Le 27 octobre, dans les Ardennes, il abat un Fokker D.VII près du Thour. Le 3 novembre, sa patrouille attaque plusieurs biplaces allemands occupés à mitrailler les troupes françaises. Deux appareils sont homologués à son crédit, dont l’un partagé avec un autre pilote. Ces combats portent son bilan officiel à 21 victoires. Trois autres sont généralement classées comme probables. Promu sous-lieutenant en octobre, il termine la guerre parmi les pilotes français ayant dépassé vingt victoires confirmées.

L’armistice du 11 novembre 1918 met fin aux combats, mais pas immédiatement à son service. Marinovitch demeure à la SPA 94 jusqu’en février 1919. Hospitalisé une nouvelle fois, il rejoint ensuite une formation destinée aux grands raids et aux démonstrations aériennes. L’aviation cherche alors à convertir son expérience militaire en liaisons lointaines, en compétitions et en exhibitions publiques.
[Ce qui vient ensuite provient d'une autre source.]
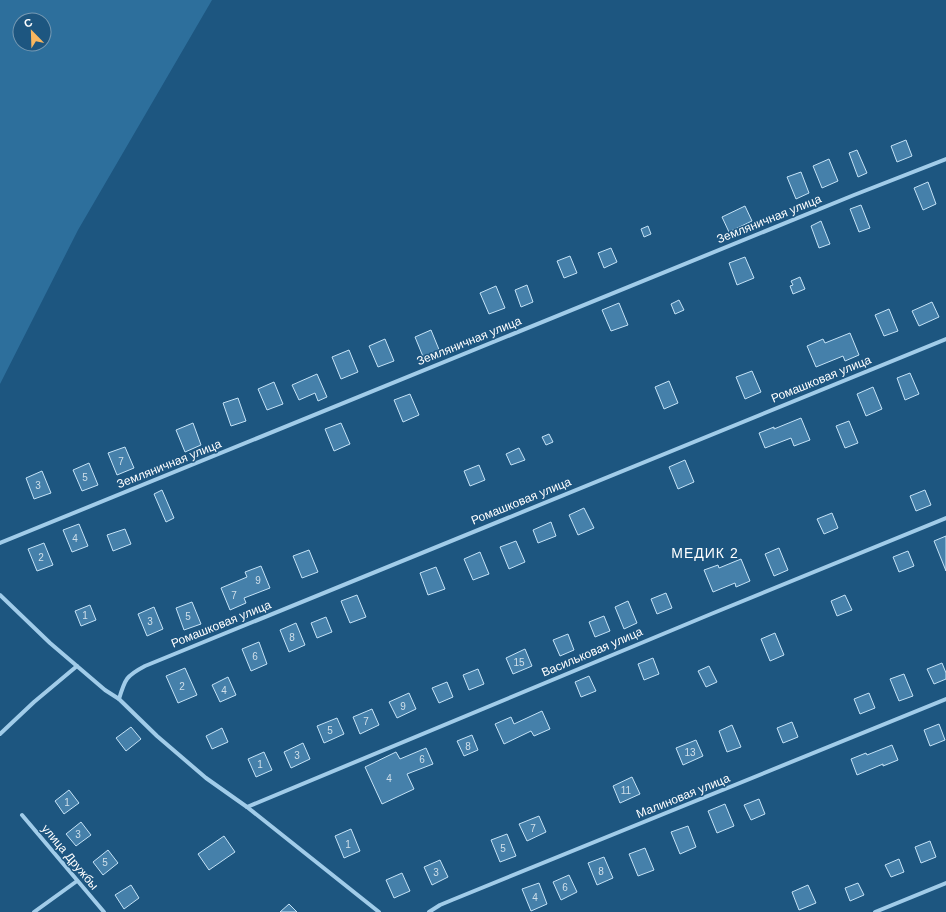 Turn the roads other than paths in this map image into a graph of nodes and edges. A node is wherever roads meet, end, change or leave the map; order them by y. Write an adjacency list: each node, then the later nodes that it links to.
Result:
1 (946, 159): 4 (street, Земляничная улица)
2 (946, 339): 7 (street, Ромашковая улица)
3 (946, 518): 10 (street, Васильковая улица)
4 (0, 543)
5 (0, 595): 6 (street)
6 (77, 666): 7 (street); 9 (street)
7 (119, 699): 10 (street)
8 (946, 699): 17 (street, Малиновая улица)
9 (0, 734)
10 (247, 807): 16 (street)
11 (22, 815): 12 (street, улица Дружбы)
12 (77, 881): 14 (street); 15 (street, улица Дружбы)
13 (946, 883): 18 (street)
14 (34, 912)
15 (104, 912)
16 (379, 912)
17 (429, 912)
18 (875, 912) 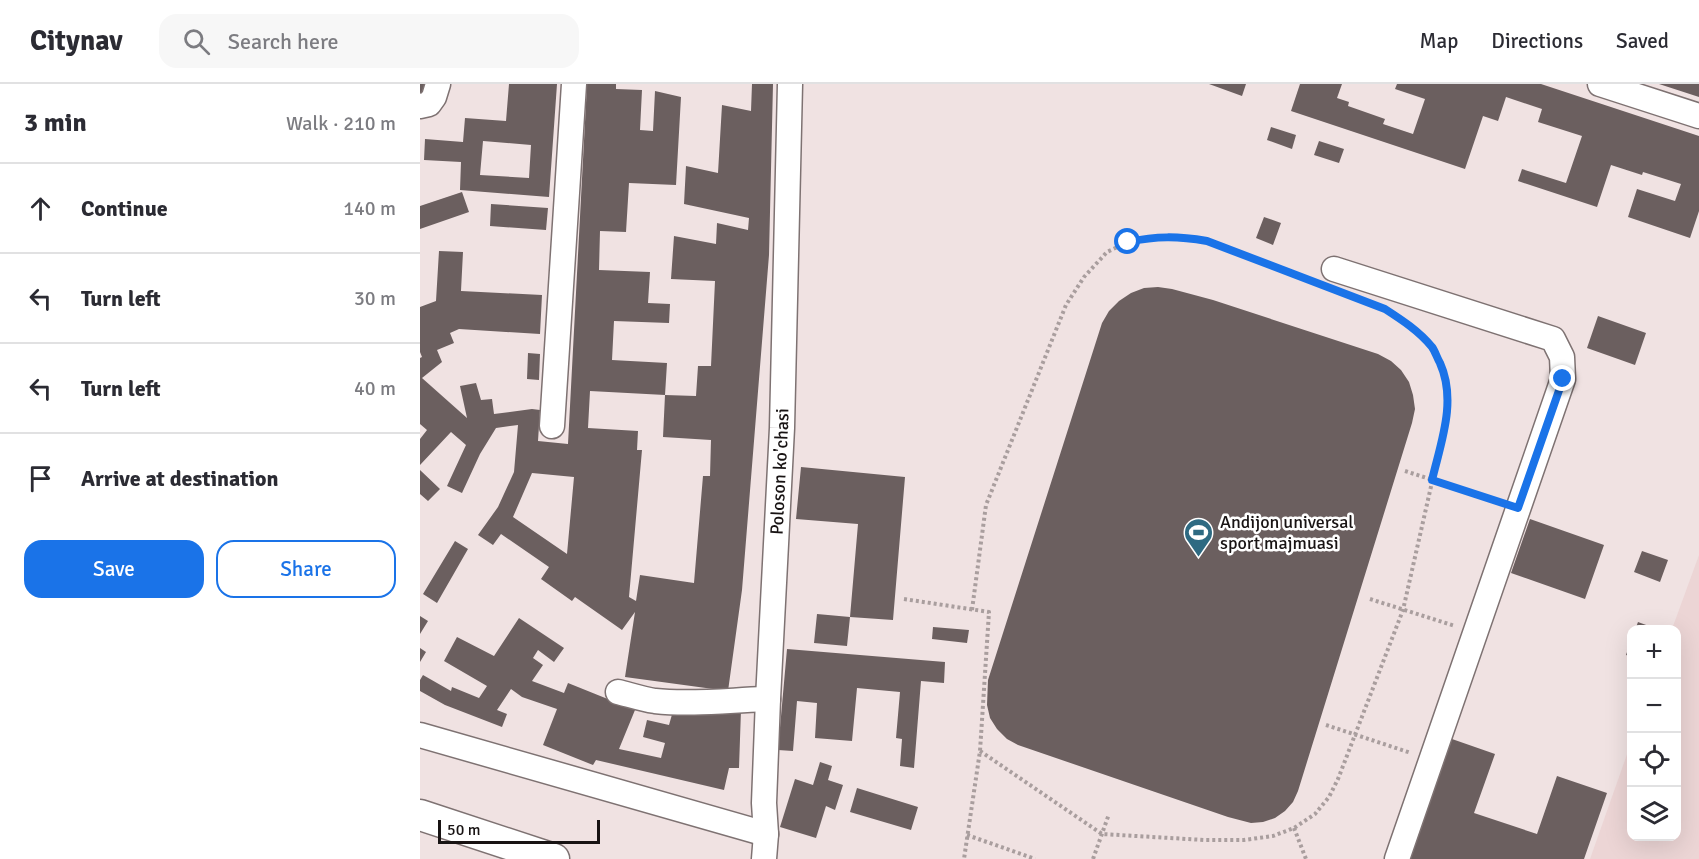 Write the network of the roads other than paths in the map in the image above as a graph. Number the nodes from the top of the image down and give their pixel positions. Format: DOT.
graph roads {
  1 [pos="438,84"];
  2 [pos="574,84"];
  3 [pos="790,84"];
  4 [pos="1600,84"];
  5 [pos="420,106"];
  6 [pos="1699,116"];
  7 [pos="1326,276"];
  8 [pos="552,426"];
  9 [pos="618,692"];
  10 [pos="768,699"];
  11 [pos="420,735"];
  12 [pos="420,815"];
  13 [pos="766,834"];
  14 [pos="554,859"];
  15 [pos="764,859"];
  16 [pos="1397,859"];
  1 -- 5 [label="street"];
  2 -- 8 [label="street"];
  3 -- 10 [label="street, Poloson ko'chasi"];
  4 -- 6 [label="street"];
  7 -- 16 [label="street"];
  9 -- 10 [label="street"];
  10 -- 13 [label="street, Poloson ko'chasi"];
  11 -- 13 [label="street"];
  12 -- 14 [label="main road"];
  13 -- 15 [label="street, Poloson ko'chasi"];
} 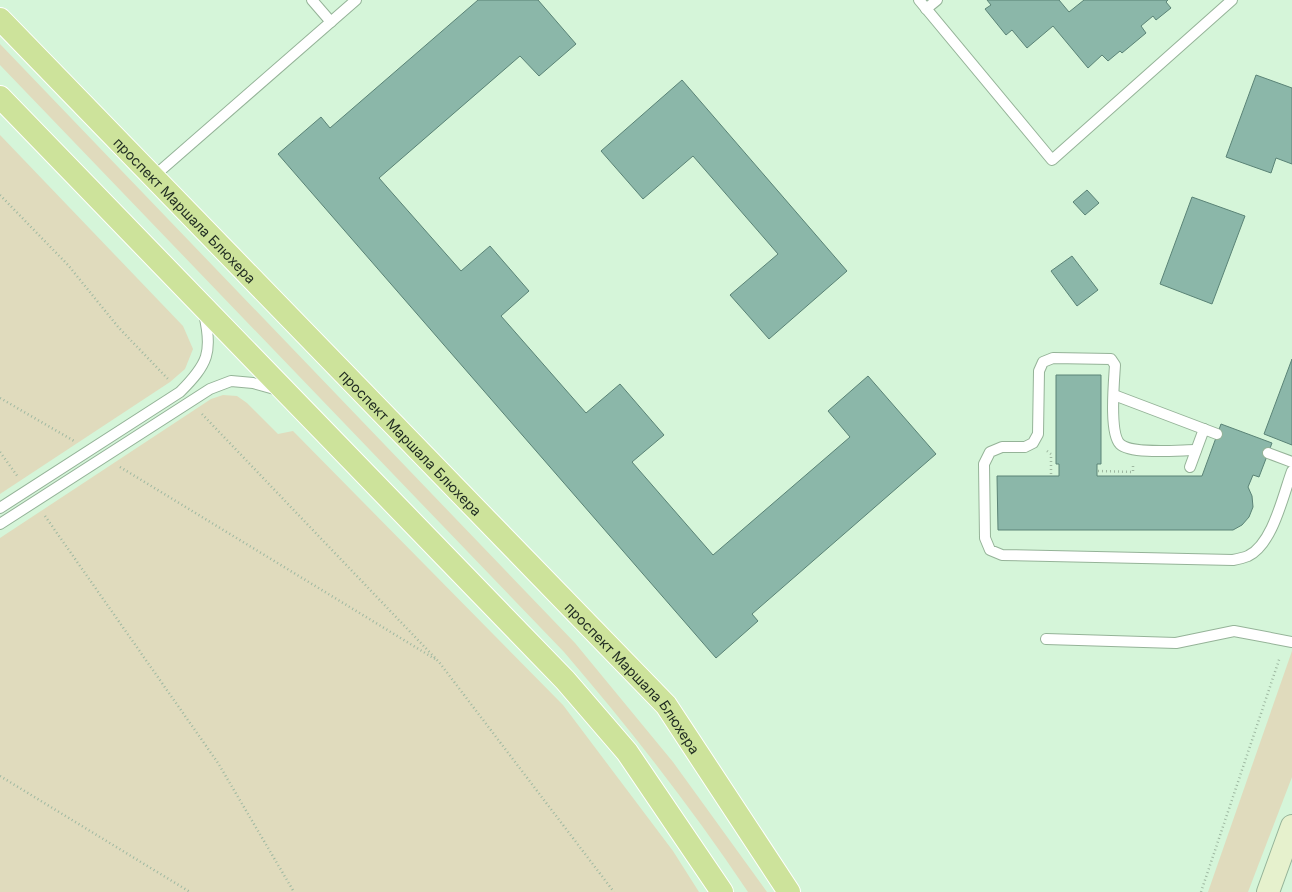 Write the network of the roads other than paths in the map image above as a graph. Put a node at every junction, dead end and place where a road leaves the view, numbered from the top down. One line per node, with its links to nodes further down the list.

Le projet de grand raid et l’accident d’Evere

Marinovitch prépare notamment une liaison vers la Pologne, pays lié aux origines maternelles de sa famille, avec une escale envisagée en Tchécoslovaquie. Le projet n’aboutit pas. En septembre 1919, il est envoyé en Belgique pour participer à une démonstration aérienne organisée sur l’aérodrome d’Evere, près de Bruxelles. Le roi Albert Ier et la reine Élisabeth assistent à la manifestation.

Le 2 septembre, son SPAD s’écrase après une figure de voltige effectuée à faible altitude. Les sources indiquent qu’il meurt le jour même, sur place ou à l’hôpital militaire de Bruxelles selon les récits. Pierre Marinovitch vient d’avoir vingt et un ans. Sa mort illustre les risques persistants de l’aviation d’après-guerre : les pilotes qui avaient survécu aux combats continuent d’évoluer sur des appareils exigeants, dans des démonstrations où la marge d’erreur reste minime.

Vue aérienne de l’aérodrome de Haren-Evere en 1919
Vue aérienne de l’aérodrome de Haren-Evere en mars 1919, quelques mois avant l’accident mortel de Pierre Marinovitch. Collection Frans Van Humbeek / Wikimedia Commons, licence libre.

Les obsèques du benjamin des as

Le corps du jeune officier est ramené en France. Ses obsèques prennent une dimension militaire et publique, à la mesure de la célébrité acquise pendant les derniers mois de la guerre. Les photographies conservées par la Bibliothèque nationale de France montrent le cortège et l’hommage rendu au pilote. Il est ensuite inhumé dans la tombe familiale du Père-Lachaise, auprès de son père, mort en 1916.

Sur sa stèle, le vocabulaire héroïque de l’immédiat après-guerre insiste sur le courage et le patriotisme. Les recherches ultérieures ont précisé son palmarès à 21 victoires sûres et 3 probables. Ce chiffre suffit à placer Pierre Marinovitch parmi les principaux as français de 1914-1918 et à expliquer le surnom qui lui fut donné : aucun autre pilote français aussi jeune n’avait atteint un tel résultat.

Obsèques militaires de Pierre Marinovitch en 1919
Obsèques du lieutenant aviateur Pierre Marinovitch en 1919. Bibliothèque nationale de France, agence Rol / Wikimedia Commons, domaine public.

Principales réalisations militaires

Brevet de pilote militaire no 4910 : obtenu le 15 novembre 1916.
Escadrilles : N 38 en 1917, puis N 94 devenue SPA 94 de 1917 à 1919.
Palmarès : 21 victoires aériennes homologuées et 3 victoires probables.
Grade final : sous-lieutenant.

Distinctions et fonctions

Chevalier de la Légion d’honneur pour faits de guerre en 1918.
Médaille militaire, attribuée le 10 janvier 1918.
Croix de guerre 1914-1918 avec plusieurs citations et palmes.
Chef de patrouille au sein de l’escadrille SPA 94.